If a line in the entries below includes the string "Left", copy it out.

== Data shown

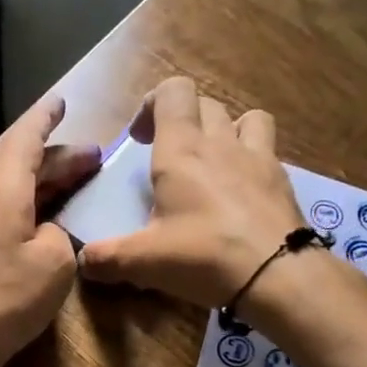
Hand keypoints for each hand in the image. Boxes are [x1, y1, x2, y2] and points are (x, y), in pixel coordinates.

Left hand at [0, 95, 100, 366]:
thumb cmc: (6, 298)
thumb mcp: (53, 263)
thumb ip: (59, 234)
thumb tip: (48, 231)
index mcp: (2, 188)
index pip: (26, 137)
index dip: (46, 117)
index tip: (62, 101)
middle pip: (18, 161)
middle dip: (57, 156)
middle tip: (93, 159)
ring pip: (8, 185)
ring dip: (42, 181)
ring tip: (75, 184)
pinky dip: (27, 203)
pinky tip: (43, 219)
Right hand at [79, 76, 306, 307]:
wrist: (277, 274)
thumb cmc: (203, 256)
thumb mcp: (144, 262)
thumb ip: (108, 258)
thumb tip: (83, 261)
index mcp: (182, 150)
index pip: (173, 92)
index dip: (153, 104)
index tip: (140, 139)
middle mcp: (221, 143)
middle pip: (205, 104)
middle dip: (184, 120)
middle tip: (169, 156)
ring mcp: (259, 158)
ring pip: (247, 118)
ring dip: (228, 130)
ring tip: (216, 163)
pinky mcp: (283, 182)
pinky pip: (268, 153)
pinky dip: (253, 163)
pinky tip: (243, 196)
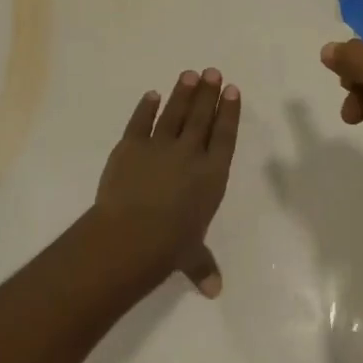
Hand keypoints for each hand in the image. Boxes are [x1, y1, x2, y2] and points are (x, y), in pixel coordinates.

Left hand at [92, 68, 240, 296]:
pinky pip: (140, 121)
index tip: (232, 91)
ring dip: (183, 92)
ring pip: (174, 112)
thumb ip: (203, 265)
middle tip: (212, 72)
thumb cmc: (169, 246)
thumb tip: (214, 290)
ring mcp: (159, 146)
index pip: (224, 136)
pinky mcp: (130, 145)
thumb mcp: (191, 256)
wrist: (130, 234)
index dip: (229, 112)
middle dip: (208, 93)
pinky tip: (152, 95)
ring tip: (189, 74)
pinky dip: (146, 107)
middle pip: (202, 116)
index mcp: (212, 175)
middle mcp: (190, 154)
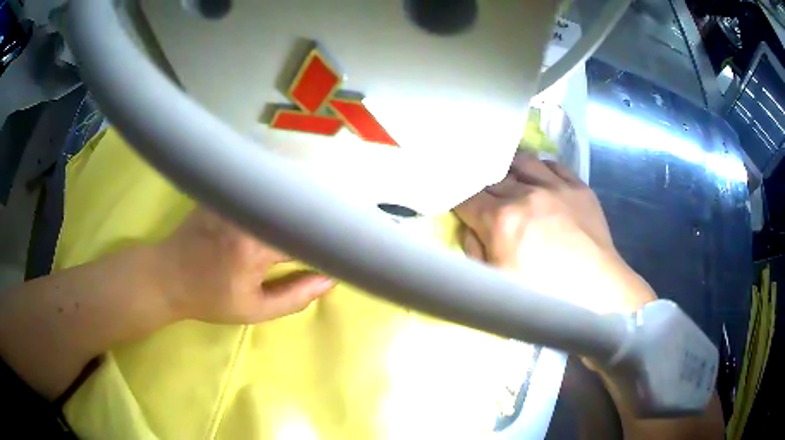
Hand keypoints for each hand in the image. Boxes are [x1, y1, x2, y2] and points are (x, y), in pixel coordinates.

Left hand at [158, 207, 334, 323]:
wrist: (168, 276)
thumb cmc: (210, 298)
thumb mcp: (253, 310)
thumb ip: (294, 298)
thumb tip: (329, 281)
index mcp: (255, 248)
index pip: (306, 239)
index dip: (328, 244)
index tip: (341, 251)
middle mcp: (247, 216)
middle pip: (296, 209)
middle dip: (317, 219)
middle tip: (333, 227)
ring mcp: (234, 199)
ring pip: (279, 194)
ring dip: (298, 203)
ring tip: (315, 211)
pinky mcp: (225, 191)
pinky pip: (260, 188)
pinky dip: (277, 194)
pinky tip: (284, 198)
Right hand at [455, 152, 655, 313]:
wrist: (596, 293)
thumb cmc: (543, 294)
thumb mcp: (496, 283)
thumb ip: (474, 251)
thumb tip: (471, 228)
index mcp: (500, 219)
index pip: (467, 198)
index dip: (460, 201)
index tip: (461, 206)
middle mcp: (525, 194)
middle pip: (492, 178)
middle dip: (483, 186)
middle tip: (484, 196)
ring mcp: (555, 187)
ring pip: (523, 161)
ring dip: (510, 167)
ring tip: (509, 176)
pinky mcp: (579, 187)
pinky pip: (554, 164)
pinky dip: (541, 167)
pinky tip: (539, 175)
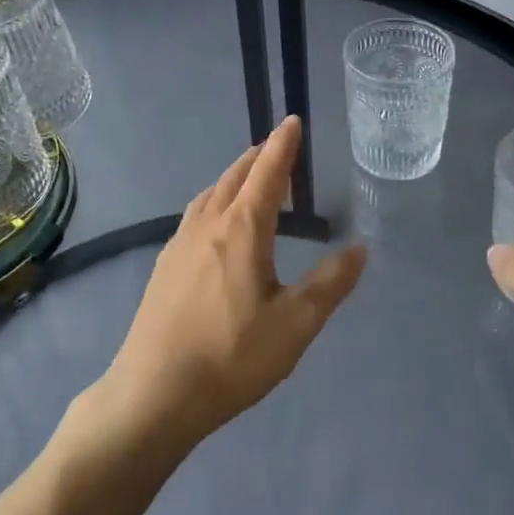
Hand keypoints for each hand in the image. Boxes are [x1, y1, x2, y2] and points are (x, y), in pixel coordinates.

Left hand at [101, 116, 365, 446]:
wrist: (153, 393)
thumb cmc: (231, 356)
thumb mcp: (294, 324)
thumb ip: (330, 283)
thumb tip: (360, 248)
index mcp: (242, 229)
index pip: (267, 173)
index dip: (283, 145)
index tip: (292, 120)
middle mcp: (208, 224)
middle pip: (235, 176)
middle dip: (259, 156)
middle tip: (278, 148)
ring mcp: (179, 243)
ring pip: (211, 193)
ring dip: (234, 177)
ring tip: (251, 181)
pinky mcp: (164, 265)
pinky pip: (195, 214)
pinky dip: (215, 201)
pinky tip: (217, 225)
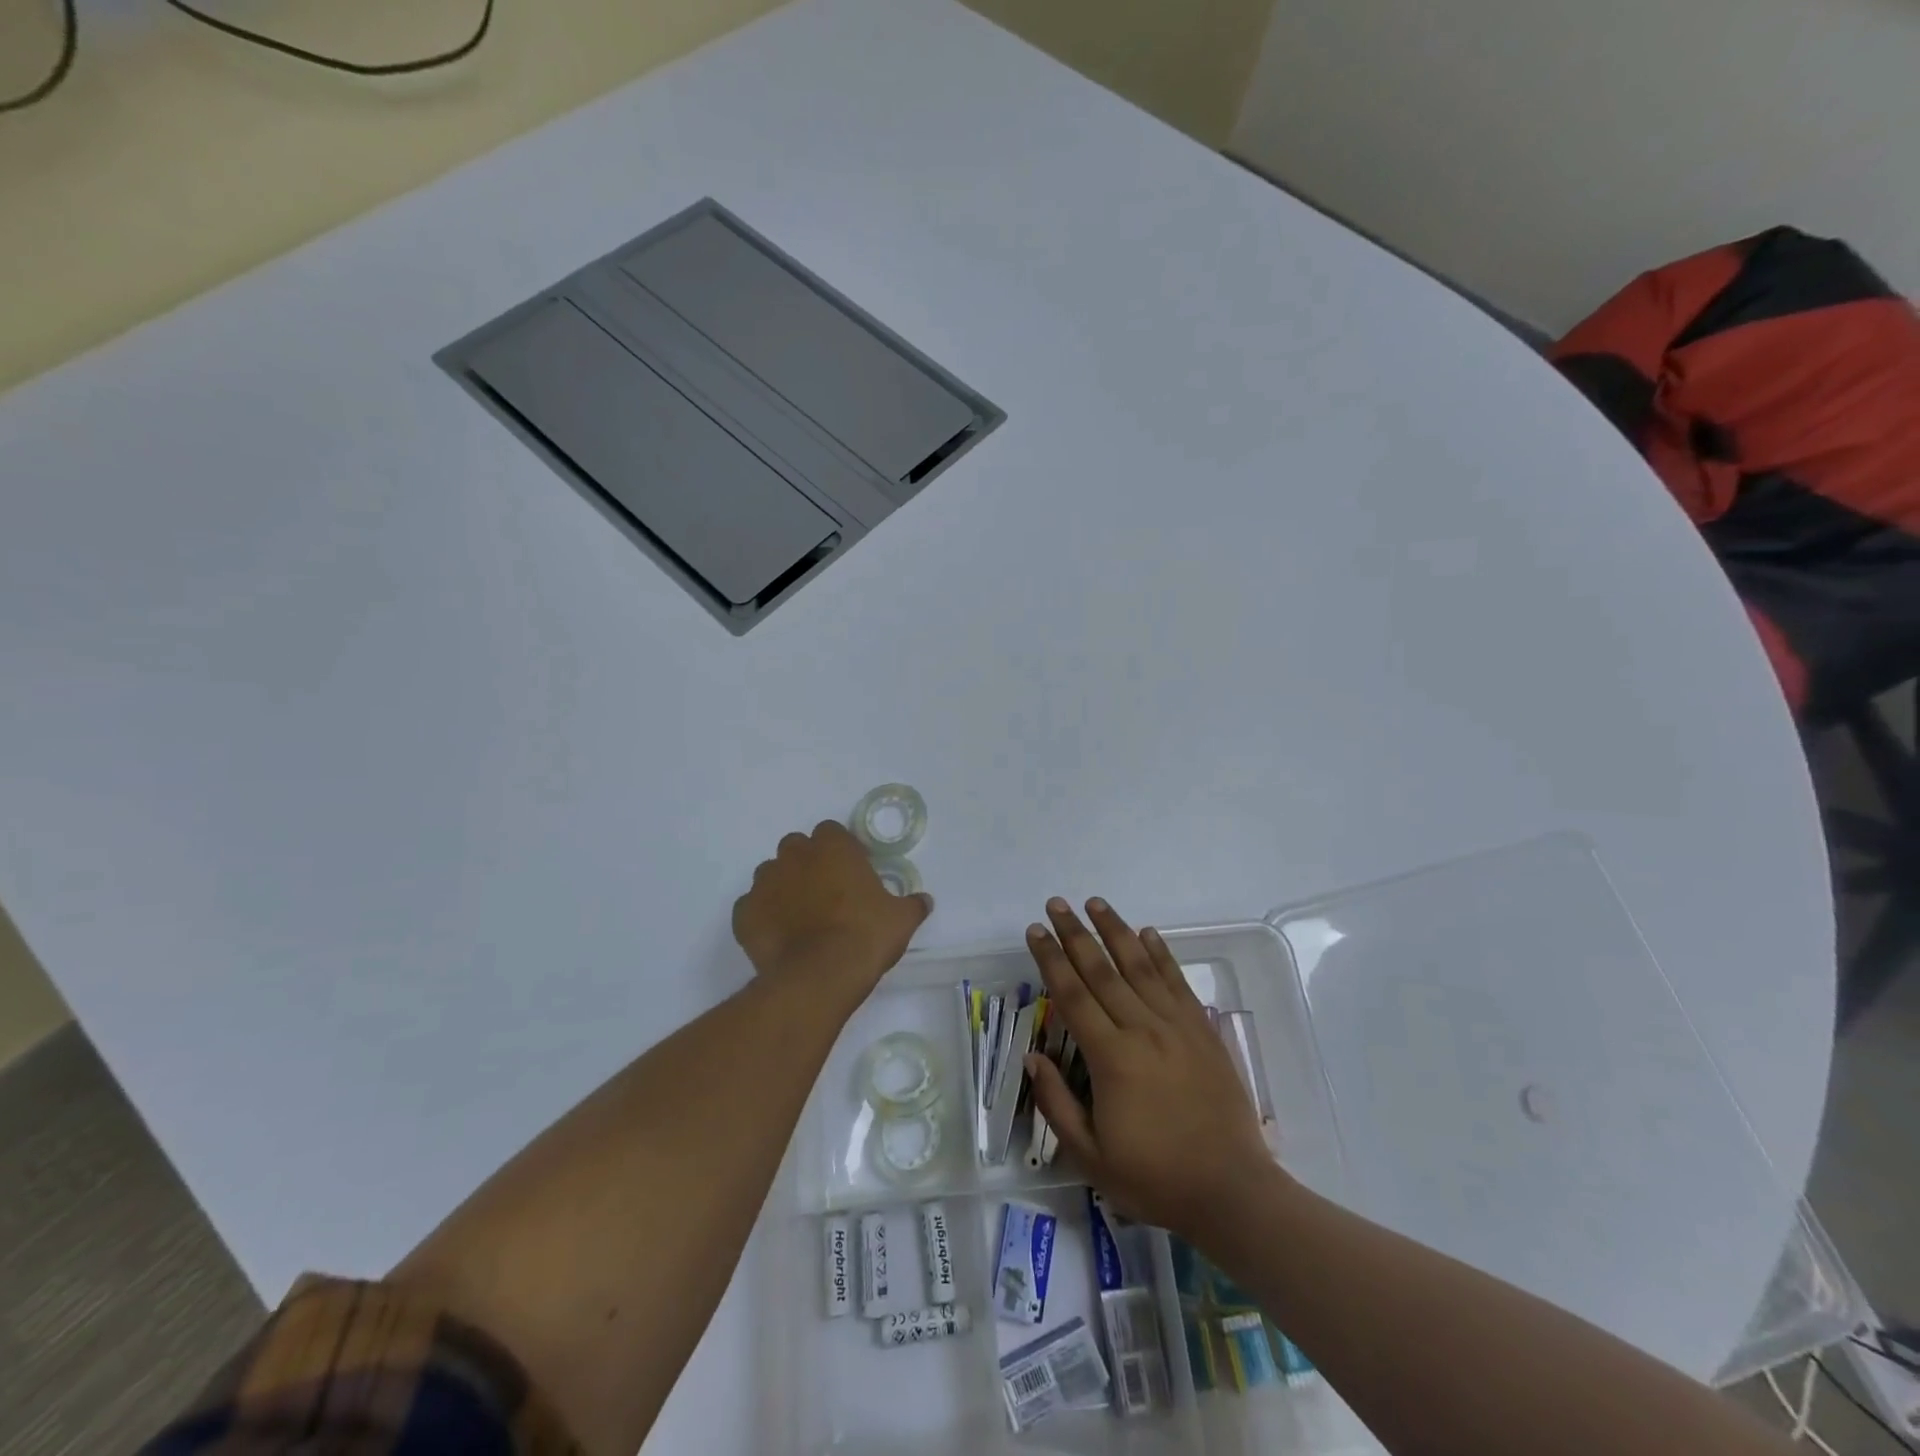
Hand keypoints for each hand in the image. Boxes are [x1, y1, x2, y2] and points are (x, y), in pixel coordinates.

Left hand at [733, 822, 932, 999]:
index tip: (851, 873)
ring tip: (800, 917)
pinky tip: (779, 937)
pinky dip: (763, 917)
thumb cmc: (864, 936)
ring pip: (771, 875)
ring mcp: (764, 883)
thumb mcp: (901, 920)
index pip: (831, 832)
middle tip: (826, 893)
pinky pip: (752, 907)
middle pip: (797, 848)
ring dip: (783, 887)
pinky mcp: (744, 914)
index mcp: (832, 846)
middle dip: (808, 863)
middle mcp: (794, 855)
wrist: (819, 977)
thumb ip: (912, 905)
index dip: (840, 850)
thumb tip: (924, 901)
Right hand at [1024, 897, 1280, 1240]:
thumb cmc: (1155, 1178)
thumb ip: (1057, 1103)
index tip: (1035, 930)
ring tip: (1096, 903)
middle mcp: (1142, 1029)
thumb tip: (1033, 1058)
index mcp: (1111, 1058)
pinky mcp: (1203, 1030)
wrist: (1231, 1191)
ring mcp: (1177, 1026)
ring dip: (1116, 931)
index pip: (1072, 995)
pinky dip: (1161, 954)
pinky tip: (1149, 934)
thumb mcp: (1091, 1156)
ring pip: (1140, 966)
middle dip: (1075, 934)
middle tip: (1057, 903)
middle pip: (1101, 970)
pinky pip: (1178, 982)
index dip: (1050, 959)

====
== Data shown

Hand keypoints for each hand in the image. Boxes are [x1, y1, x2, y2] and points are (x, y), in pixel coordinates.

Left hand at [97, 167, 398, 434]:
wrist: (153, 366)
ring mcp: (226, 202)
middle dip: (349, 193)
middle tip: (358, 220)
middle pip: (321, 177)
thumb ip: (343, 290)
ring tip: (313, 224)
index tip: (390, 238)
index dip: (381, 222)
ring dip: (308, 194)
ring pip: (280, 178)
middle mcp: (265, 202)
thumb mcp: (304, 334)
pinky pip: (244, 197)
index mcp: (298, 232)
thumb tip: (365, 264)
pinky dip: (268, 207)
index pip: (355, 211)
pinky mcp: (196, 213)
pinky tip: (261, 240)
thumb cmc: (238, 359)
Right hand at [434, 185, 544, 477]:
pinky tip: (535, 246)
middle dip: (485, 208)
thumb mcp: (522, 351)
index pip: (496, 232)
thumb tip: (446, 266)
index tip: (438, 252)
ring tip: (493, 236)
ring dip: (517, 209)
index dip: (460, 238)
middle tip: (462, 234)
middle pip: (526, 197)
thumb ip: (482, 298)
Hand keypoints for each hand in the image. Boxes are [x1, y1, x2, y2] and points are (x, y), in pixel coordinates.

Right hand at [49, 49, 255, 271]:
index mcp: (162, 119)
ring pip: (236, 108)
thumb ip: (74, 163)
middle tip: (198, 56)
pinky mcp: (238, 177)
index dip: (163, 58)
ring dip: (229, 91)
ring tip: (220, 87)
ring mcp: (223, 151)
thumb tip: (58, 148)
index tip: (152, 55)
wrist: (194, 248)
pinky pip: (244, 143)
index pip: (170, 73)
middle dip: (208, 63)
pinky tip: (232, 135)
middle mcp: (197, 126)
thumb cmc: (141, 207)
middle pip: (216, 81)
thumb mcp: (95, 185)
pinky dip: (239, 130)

====

■ **Your response**:
Left hand at [0, 95, 100, 366]:
Left hand at [92, 68, 240, 296]:
Left hand at [158, 207, 334, 323]:
Left hand at [101, 116, 365, 446]:
Left hand at [733, 822, 932, 999]:
Left hand at [97, 167, 398, 434]:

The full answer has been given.